Problem to work on:
Write out the records that follow exactly. Do not include pictures.
━━━ Data in this exercise
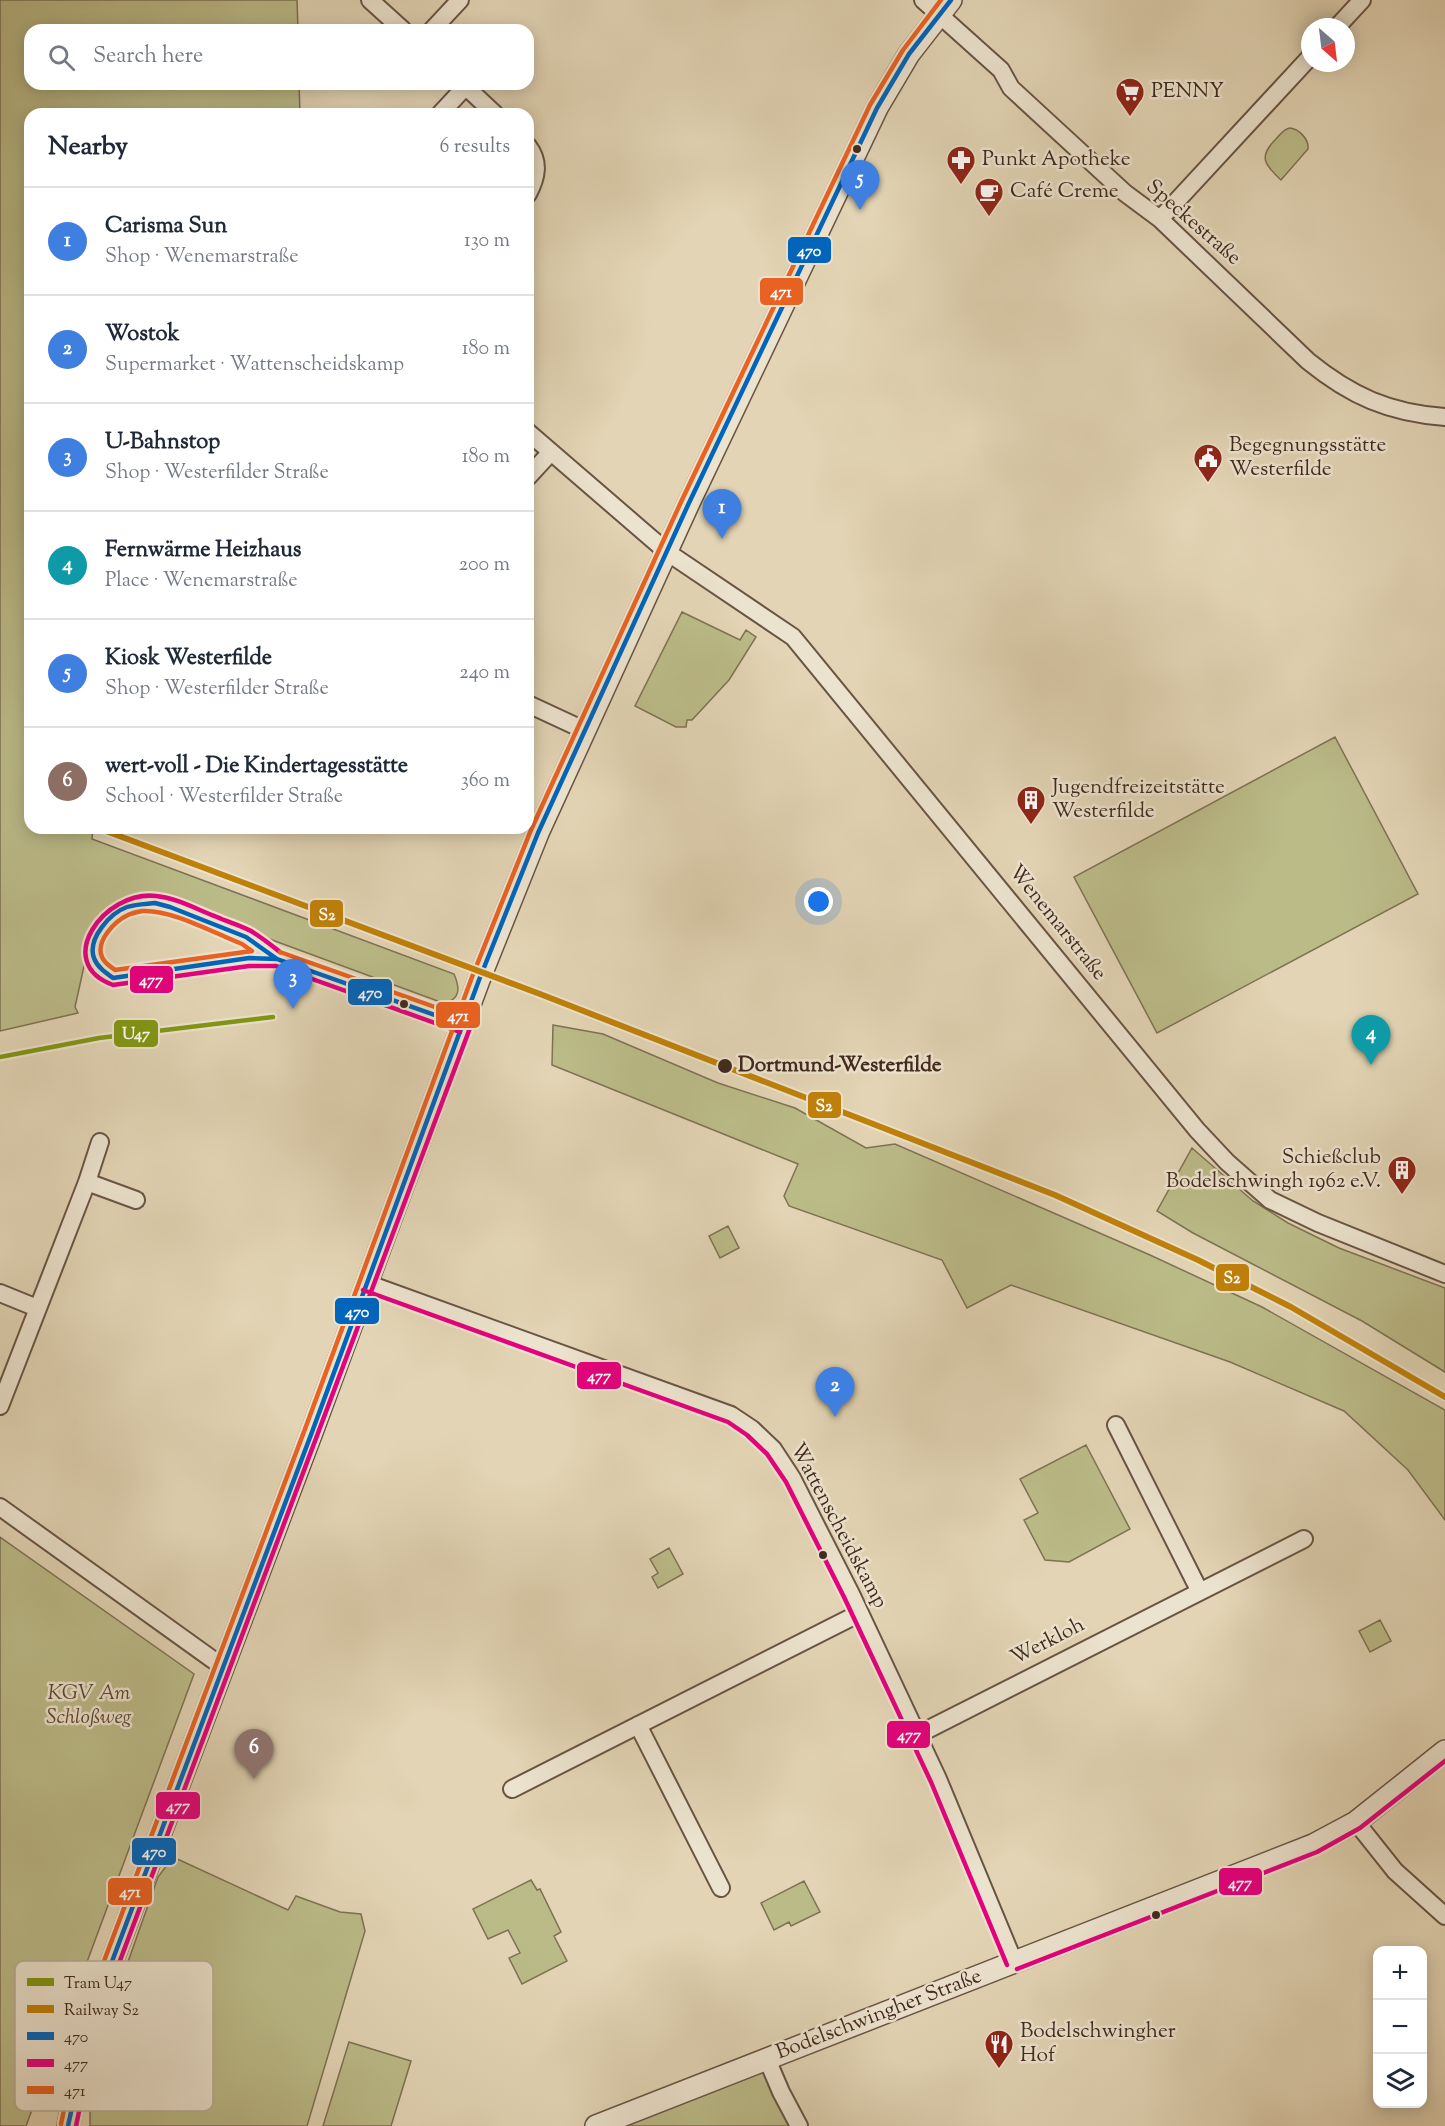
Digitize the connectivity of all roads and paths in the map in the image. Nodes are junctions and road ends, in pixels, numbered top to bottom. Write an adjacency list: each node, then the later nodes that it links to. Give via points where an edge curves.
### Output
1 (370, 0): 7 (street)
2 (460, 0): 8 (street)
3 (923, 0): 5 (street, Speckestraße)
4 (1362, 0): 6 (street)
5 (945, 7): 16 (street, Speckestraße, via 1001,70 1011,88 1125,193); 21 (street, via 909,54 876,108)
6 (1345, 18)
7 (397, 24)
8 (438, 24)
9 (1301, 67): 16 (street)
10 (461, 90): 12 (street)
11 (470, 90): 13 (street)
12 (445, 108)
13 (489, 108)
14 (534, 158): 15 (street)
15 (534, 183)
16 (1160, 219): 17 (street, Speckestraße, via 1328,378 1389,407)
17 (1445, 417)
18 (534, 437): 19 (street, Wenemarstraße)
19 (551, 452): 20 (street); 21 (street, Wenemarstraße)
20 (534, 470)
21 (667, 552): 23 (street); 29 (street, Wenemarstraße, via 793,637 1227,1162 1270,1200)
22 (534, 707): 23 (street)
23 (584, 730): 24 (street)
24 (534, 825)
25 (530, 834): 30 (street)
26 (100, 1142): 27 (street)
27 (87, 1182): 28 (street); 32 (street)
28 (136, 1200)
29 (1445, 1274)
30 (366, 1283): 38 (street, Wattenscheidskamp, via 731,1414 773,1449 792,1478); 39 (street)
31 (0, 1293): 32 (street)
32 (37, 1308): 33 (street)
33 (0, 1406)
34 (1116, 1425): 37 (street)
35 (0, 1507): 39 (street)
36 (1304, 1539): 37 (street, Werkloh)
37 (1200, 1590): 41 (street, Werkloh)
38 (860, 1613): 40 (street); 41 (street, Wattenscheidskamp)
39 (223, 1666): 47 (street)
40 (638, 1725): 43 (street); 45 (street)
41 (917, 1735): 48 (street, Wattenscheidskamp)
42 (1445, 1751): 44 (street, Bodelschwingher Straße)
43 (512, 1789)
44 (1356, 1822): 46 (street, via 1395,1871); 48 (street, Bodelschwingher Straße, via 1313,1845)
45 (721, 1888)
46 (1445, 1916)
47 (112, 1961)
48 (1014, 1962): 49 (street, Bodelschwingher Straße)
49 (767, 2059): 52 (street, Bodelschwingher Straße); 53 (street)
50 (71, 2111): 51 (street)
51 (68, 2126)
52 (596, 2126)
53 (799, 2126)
━━━━━━
Response to this exercise:
Digitize the connectivity of all roads and paths in the map in the image. Nodes are junctions and road ends, in pixels, numbered top to bottom. Write an adjacency list: each node, then the later nodes that it links to. Give via points where an edge curves.
### Output
1 (370, 0): 7 (street)
2 (460, 0): 8 (street)
3 (923, 0): 5 (street, Speckestraße)
4 (1362, 0): 6 (street)
5 (945, 7): 16 (street, Speckestraße, via 1001,70 1011,88 1125,193); 21 (street, via 909,54 876,108)
6 (1345, 18)
7 (397, 24)
8 (438, 24)
9 (1301, 67): 16 (street)
10 (461, 90): 12 (street)
11 (470, 90): 13 (street)
12 (445, 108)
13 (489, 108)
14 (534, 158): 15 (street)
15 (534, 183)
16 (1160, 219): 17 (street, Speckestraße, via 1328,378 1389,407)
17 (1445, 417)
18 (534, 437): 19 (street, Wenemarstraße)
19 (551, 452): 20 (street); 21 (street, Wenemarstraße)
20 (534, 470)
21 (667, 552): 23 (street); 29 (street, Wenemarstraße, via 793,637 1227,1162 1270,1200)
22 (534, 707): 23 (street)
23 (584, 730): 24 (street)
24 (534, 825)
25 (530, 834): 30 (street)
26 (100, 1142): 27 (street)
27 (87, 1182): 28 (street); 32 (street)
28 (136, 1200)
29 (1445, 1274)
30 (366, 1283): 38 (street, Wattenscheidskamp, via 731,1414 773,1449 792,1478); 39 (street)
31 (0, 1293): 32 (street)
32 (37, 1308): 33 (street)
33 (0, 1406)
34 (1116, 1425): 37 (street)
35 (0, 1507): 39 (street)
36 (1304, 1539): 37 (street, Werkloh)
37 (1200, 1590): 41 (street, Werkloh)
38 (860, 1613): 40 (street); 41 (street, Wattenscheidskamp)
39 (223, 1666): 47 (street)
40 (638, 1725): 43 (street); 45 (street)
41 (917, 1735): 48 (street, Wattenscheidskamp)
42 (1445, 1751): 44 (street, Bodelschwingher Straße)
43 (512, 1789)
44 (1356, 1822): 46 (street, via 1395,1871); 48 (street, Bodelschwingher Straße, via 1313,1845)
45 (721, 1888)
46 (1445, 1916)
47 (112, 1961)
48 (1014, 1962): 49 (street, Bodelschwingher Straße)
49 (767, 2059): 52 (street, Bodelschwingher Straße); 53 (street)
50 (71, 2111): 51 (street)
51 (68, 2126)
52 (596, 2126)
53 (799, 2126)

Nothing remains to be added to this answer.